How do you tailor your training approach to cross county?
Strength and Conditioning for cross country athletes is much different from most other sports. Most other sports are strength and power sports and as such they need to be trained to improve those abilities. Cross country athletes are endurance athletes so the approach needs to be tailored toward improving some aspect of running performance. That being said, the primary reason for strength training these athletes is to improve running economy. This is the ability to efficiently utilize oxygen at a given speed, which is linked to increased performance. To do this, I have to be careful not to overload them with all the miles they put in each week. So during the summer time, I will have them do more traditional strength lifts such as the back squat, while their mileage hasn't hit its peak yet. This allows their bodies to get used to a heavier external load while their mileage is down. This increased strength that they will gain over the summer time is important because it will allow their own bodyweight to feel lighter while running, thereby reducing fatigue and ultimately increasing running economy.
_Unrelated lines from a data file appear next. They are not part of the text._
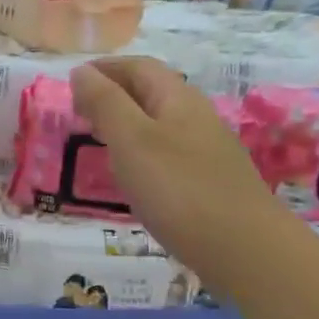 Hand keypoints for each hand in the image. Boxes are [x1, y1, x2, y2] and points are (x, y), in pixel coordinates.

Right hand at [71, 57, 274, 277]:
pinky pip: (168, 153)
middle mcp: (196, 117)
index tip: (72, 82)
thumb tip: (81, 71)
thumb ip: (105, 102)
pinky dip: (142, 153)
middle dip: (113, 94)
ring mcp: (206, 151)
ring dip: (126, 124)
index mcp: (177, 98)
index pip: (138, 67)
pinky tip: (133, 177)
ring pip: (159, 124)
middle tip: (79, 113)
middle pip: (151, 92)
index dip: (105, 68)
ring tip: (99, 142)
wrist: (246, 251)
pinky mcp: (209, 182)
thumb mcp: (131, 140)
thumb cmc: (180, 189) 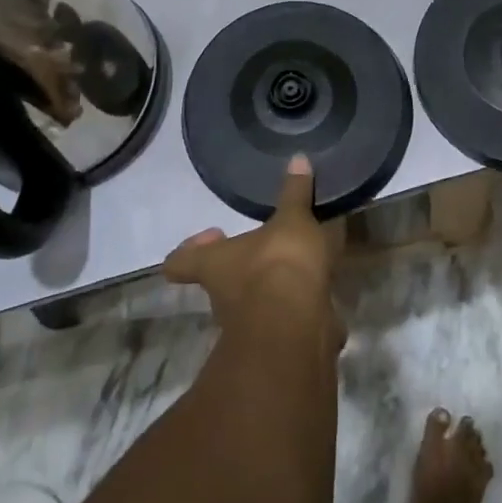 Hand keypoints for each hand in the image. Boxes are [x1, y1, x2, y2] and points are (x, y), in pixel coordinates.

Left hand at [164, 154, 338, 330]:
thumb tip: (298, 158)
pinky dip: (297, 309)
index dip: (190, 250)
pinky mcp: (277, 343)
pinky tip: (320, 292)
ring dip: (270, 289)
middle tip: (265, 246)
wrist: (298, 325)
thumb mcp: (292, 219)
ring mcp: (248, 326)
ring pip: (252, 304)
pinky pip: (284, 320)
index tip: (213, 233)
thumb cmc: (279, 264)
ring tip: (299, 266)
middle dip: (241, 267)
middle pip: (220, 282)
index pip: (181, 262)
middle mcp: (222, 298)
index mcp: (214, 265)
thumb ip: (295, 193)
Once the season comes along, I will reduce the load by changing the squat to a dumbbell squat-to-press or bodyweight squat. This will allow them to keep their strength levels, while also improve muscular coordination which is tied into increasing running economy.
What do you enjoy doing away from work?
When I am not downstairs working, I like to fish as much as I can in the summer time, which all my athletes know.
How did you get interested in strength and conditioning and how did you ultimately arrive at Michigan?
When I first started college, my plan was to take over my father's security business and I declared as a business major. However, after I worked for him the first summer of college I figured out that I didn't want to follow in his footsteps and I wanted to do something that I enjoyed. During my first year of college, I got more into exercising to improve myself and nutrition. While I was working out, I always saw personal trainers training others and I really liked the idea of helping others live a healthier lifestyle, so I pursued that. After about a year or so, I didn't really enjoy training the general public, but I really liked training athletes, which is how I got into strength and conditioning. From that point, I sought out how to get into the field and a reoccurring theme I found was that I really needed to get some experience. So, I helped out with the Butte Junior College football team for the year. After that year, I took an internship with the Arizona State Sports Performance team for the summer. Upon completion of that, I came back to Butte where I was hired as the strength and conditioning coach for the football team, where I worked with them for four seasons. After the season ended, I knew unless I took a chance somewhere, I would be stuck at that junior college, so I applied and acquired an internship with the University of Michigan. When the internship came to an end a graduate assistant position opened up and through my hard work as an intern, I earned the position that I'm in now.